Einmal begegnet er dem französischen Regisseur Leos Carax auf dem Tbilisser Filmfestival, was eine Kettenreaktion surrealer kleiner Szenen in Gang setzt. Weil nämlich der Franzose gern kiffen möchte, in Tbilissi „was zum Rauchen“ aber nicht so einfach zu besorgen ist wie dort, wo er herkommt, müssen der Erzähler und sein ausländischer Gast eine Odyssee durch die Stadt unternehmen und stranden dabei unter anderem bei einer traditionellen georgischen Totenwache.

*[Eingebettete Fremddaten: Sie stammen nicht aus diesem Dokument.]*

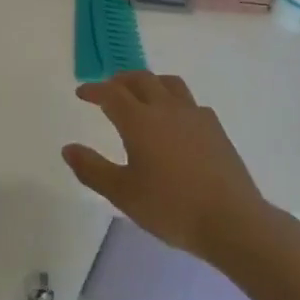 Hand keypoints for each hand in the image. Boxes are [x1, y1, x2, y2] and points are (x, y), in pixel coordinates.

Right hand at [63, 72, 269, 263]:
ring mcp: (194, 115)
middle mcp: (166, 108)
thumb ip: (92, 169)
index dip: (94, 90)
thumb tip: (68, 149)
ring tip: (142, 95)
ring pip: (169, 83)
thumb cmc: (171, 207)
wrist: (231, 220)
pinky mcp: (215, 127)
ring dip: (150, 83)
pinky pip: (190, 102)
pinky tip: (176, 120)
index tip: (82, 92)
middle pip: (141, 79)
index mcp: (140, 121)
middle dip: (121, 80)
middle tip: (109, 89)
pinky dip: (174, 101)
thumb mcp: (123, 194)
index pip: (111, 94) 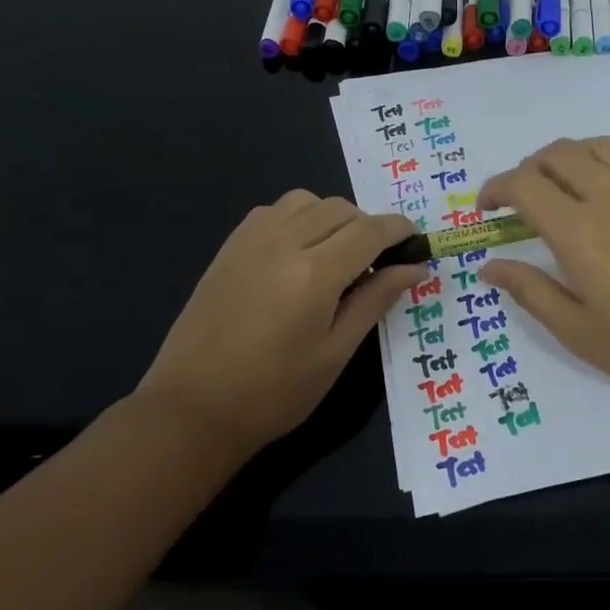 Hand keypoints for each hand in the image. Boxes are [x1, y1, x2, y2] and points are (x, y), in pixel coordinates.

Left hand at [134, 191, 427, 458]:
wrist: (193, 408)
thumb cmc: (275, 392)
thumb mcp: (336, 352)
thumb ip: (375, 300)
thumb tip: (415, 268)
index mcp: (314, 273)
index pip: (371, 230)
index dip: (400, 231)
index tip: (417, 243)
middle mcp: (283, 242)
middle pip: (341, 208)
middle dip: (368, 227)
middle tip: (377, 264)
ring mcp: (250, 240)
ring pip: (306, 200)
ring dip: (332, 218)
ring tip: (336, 256)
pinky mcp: (230, 247)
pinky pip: (274, 210)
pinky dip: (299, 218)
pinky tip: (298, 254)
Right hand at [475, 109, 609, 404]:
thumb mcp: (579, 333)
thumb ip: (531, 292)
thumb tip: (489, 266)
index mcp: (578, 232)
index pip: (524, 185)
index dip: (497, 188)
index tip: (487, 208)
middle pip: (560, 156)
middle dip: (530, 168)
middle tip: (524, 197)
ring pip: (605, 147)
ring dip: (575, 151)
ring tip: (566, 173) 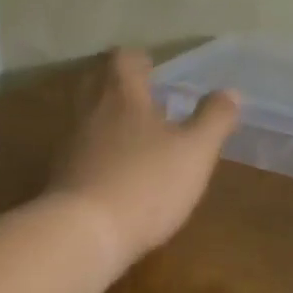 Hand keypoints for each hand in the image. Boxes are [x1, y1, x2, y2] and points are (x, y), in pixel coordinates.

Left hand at [49, 48, 239, 267]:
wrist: (85, 233)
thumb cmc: (148, 183)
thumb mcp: (196, 151)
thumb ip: (214, 119)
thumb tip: (230, 92)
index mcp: (123, 96)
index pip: (124, 59)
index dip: (141, 61)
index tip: (157, 72)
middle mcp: (90, 111)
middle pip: (98, 82)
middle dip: (121, 86)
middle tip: (147, 99)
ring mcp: (71, 144)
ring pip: (89, 117)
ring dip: (110, 120)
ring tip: (139, 138)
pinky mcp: (62, 175)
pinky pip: (82, 150)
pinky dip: (100, 152)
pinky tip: (120, 172) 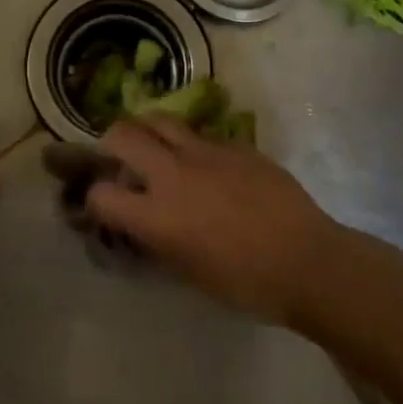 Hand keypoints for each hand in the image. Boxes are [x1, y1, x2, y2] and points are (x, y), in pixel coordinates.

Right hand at [87, 117, 348, 324]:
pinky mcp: (235, 145)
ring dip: (148, 131)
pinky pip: (201, 135)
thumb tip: (142, 224)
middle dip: (111, 143)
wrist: (306, 261)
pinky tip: (207, 167)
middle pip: (122, 135)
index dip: (95, 199)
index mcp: (156, 216)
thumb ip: (157, 240)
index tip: (105, 205)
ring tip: (156, 148)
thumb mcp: (188, 271)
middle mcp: (173, 175)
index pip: (101, 194)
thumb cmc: (245, 283)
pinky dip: (191, 145)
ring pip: (160, 120)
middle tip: (119, 158)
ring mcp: (206, 153) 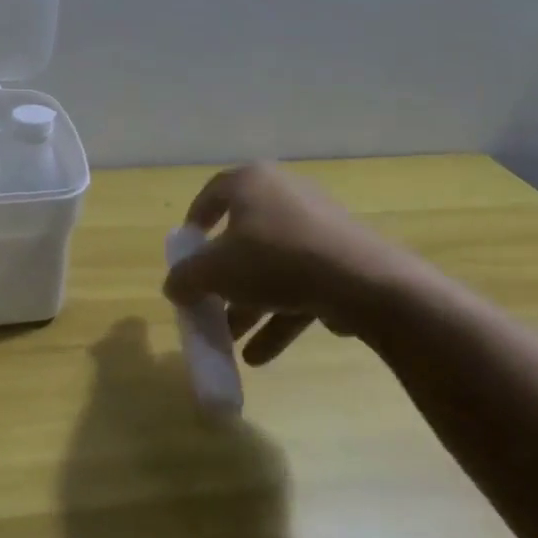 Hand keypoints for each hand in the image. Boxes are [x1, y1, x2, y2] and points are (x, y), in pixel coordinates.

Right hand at [162, 162, 441, 364]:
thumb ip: (186, 278)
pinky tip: (265, 354)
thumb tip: (173, 286)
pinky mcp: (344, 257)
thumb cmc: (275, 259)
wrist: (364, 282)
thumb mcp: (215, 271)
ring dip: (251, 306)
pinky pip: (302, 283)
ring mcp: (318, 226)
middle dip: (224, 282)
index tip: (186, 253)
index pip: (212, 194)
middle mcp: (285, 194)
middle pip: (243, 238)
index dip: (194, 223)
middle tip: (211, 309)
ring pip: (273, 266)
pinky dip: (282, 313)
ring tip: (235, 345)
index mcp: (252, 182) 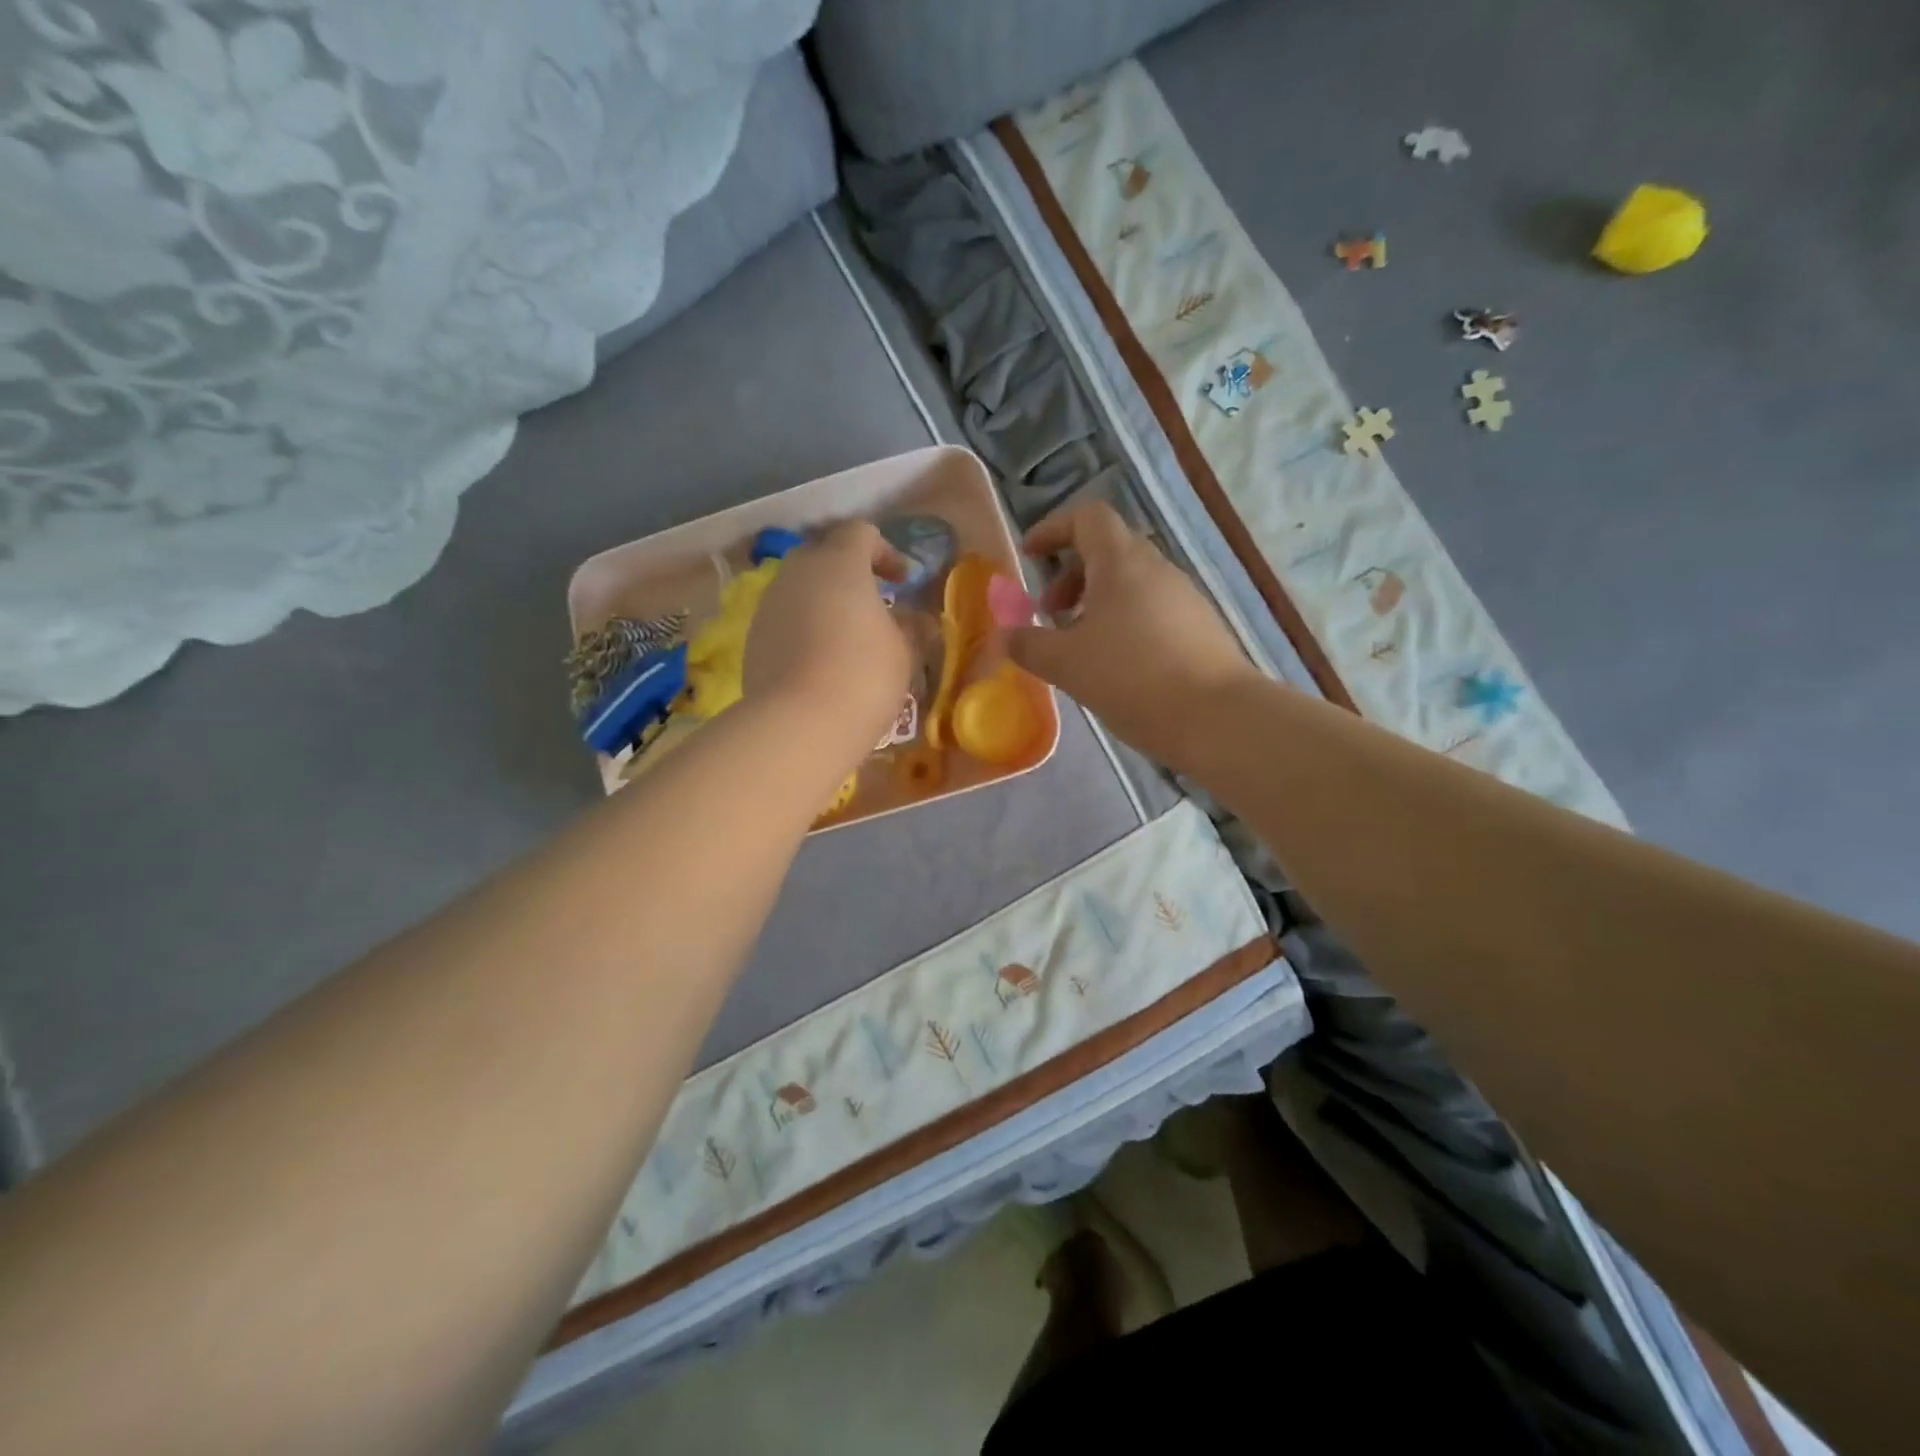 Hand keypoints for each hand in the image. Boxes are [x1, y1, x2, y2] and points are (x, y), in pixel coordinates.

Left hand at [744, 520, 911, 765]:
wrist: (799, 724)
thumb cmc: (864, 676)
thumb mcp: (904, 652)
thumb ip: (910, 626)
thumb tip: (915, 619)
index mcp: (839, 563)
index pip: (860, 533)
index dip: (885, 552)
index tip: (902, 581)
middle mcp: (797, 573)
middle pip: (824, 556)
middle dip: (849, 574)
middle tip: (873, 604)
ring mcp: (769, 605)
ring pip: (800, 589)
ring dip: (824, 602)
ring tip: (846, 636)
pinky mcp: (753, 638)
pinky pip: (785, 620)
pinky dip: (804, 629)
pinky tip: (820, 662)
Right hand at [1007, 500, 1257, 770]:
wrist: (1216, 718)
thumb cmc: (1132, 678)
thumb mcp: (1066, 664)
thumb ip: (1029, 645)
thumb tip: (1006, 635)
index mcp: (1121, 562)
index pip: (1088, 517)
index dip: (1053, 529)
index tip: (1030, 557)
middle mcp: (1157, 568)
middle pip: (1109, 550)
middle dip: (1072, 575)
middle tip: (1051, 613)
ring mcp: (1185, 597)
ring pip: (1132, 583)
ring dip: (1098, 602)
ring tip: (1080, 647)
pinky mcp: (1201, 627)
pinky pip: (1152, 609)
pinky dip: (1125, 622)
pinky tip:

„I love Berlin“, erklärt Zaza Burchuladze. Nach drei Jahren habe er das Gefühl, hier so etwas wie eine neue Heimat gefunden zu haben. Er gehe gern durch die Straßen in Prenzlauer Berg spazieren und fühle sich in seiner Umgebung sehr wohl. „Aber andererseits bin ich auch noch nicht ganz wirklich hier. Es ist ein Zwischenzustand.“ Offenbar einer, aus dem sich produktive Funken schlagen lassen.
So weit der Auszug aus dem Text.